I've been back from my trip for a little over a week and a half. Last weekend was a wash in terms of getting my flow back leaving me vaguely unsettled this past week. I'm a little unhappy when a weekend isn't productive.

I'm back now though.

My ideal weekend is one in which I don't have too many plans, leaving me enough unstructured time to   relax into being receptive to inspiration (as best I can explain it). Too much going on (people, plans, obligations) and unless I already have a plan, nothing much is going to happen, creativity-wise.
First I made a rhombic dodecahedron. It seemed like a good idea and it's an interesting shape with a nice flat back and front, though right now I'm not sure where I want to go with it, so I'll let it percolate. This is the second version, by the way - I omitted the seed beads in the first version and it didn't work at all (the beads jostled each other too much).

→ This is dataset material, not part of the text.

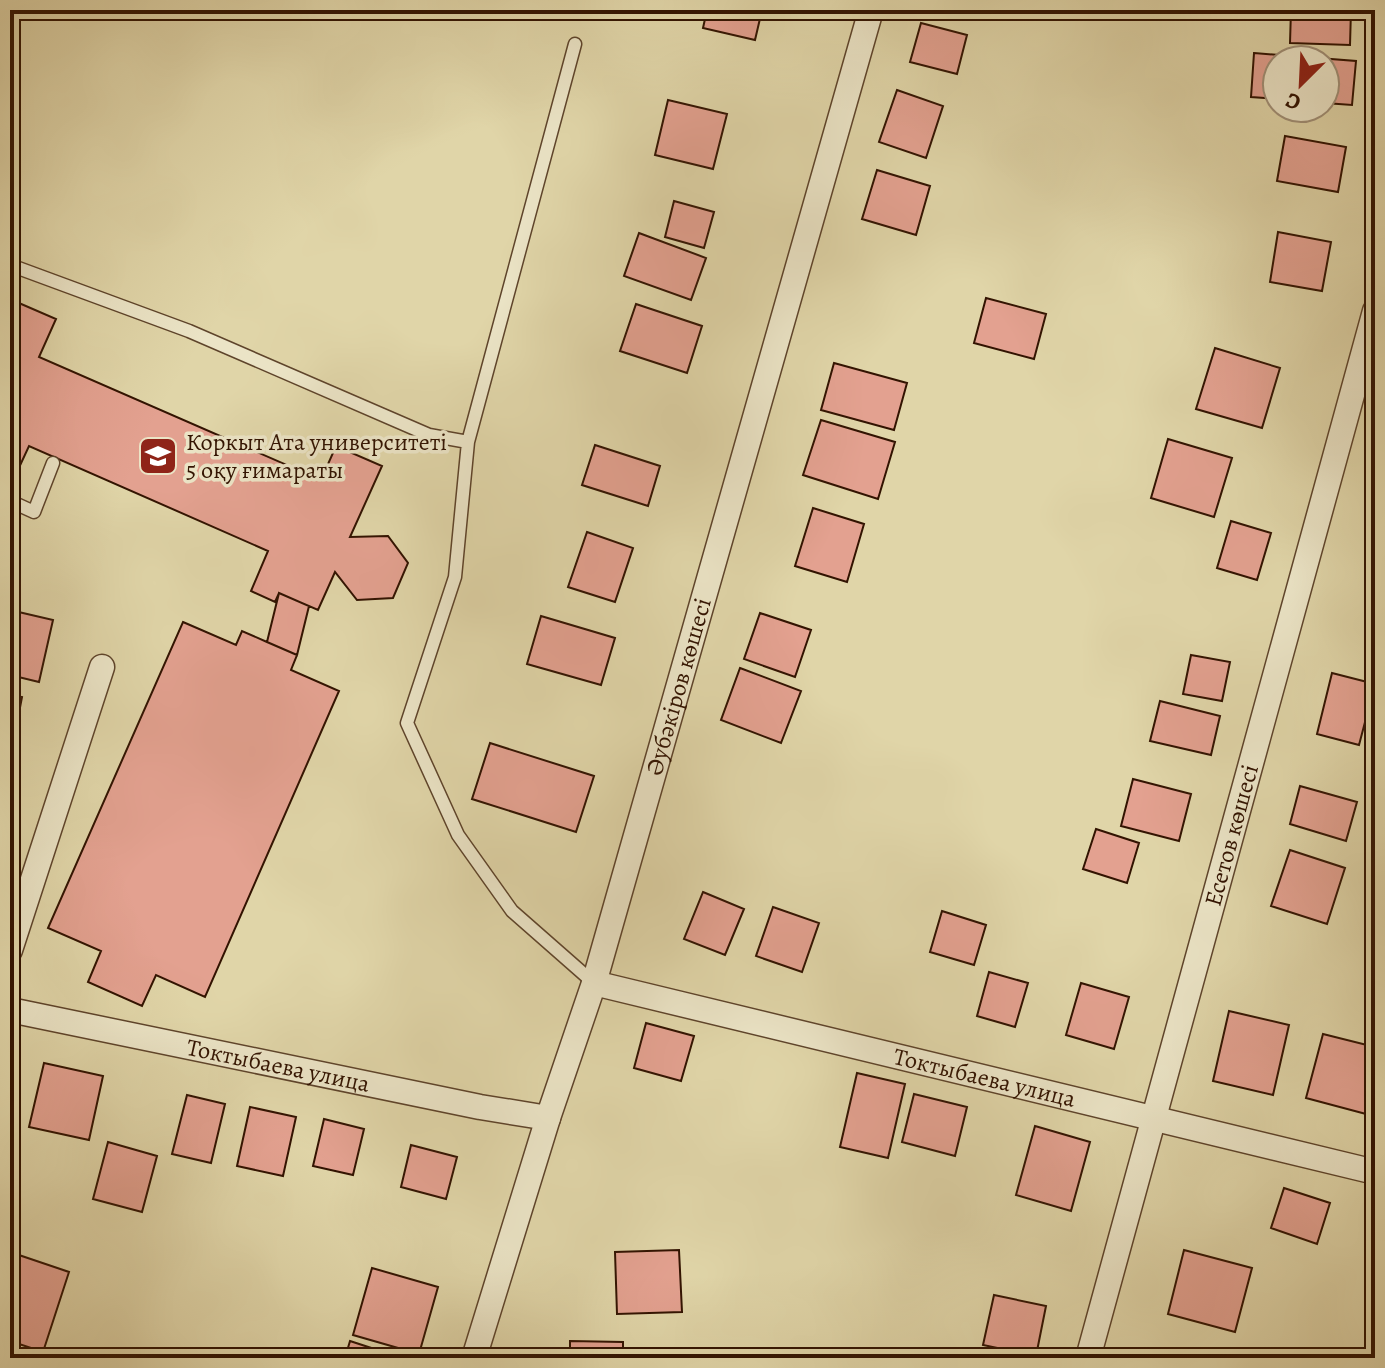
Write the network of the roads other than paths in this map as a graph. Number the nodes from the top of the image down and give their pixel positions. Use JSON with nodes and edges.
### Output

Then I decided that I needed to make a beaded shape that was fat at each end and thinner in the middle. I thought it might be fun to suspend it via a beaded ring around the waist, allowing it to rotate freely.
The first version is the part towards the back of the picture using all size 11 seed beads which made it too clumsy and shapeless, so in the second version (the front of the picture) I tried it with smaller beads with some success (though clearly the colour was not considered at all; I grabbed semi-randomly). The magatamas also don't work and the waist isn't defined enough.
The third version is pretty close, but I still couldn't get the waist right though the bulbous ends with the crystals seem fine (the far end had to be tweaked to get the near end, just slightly).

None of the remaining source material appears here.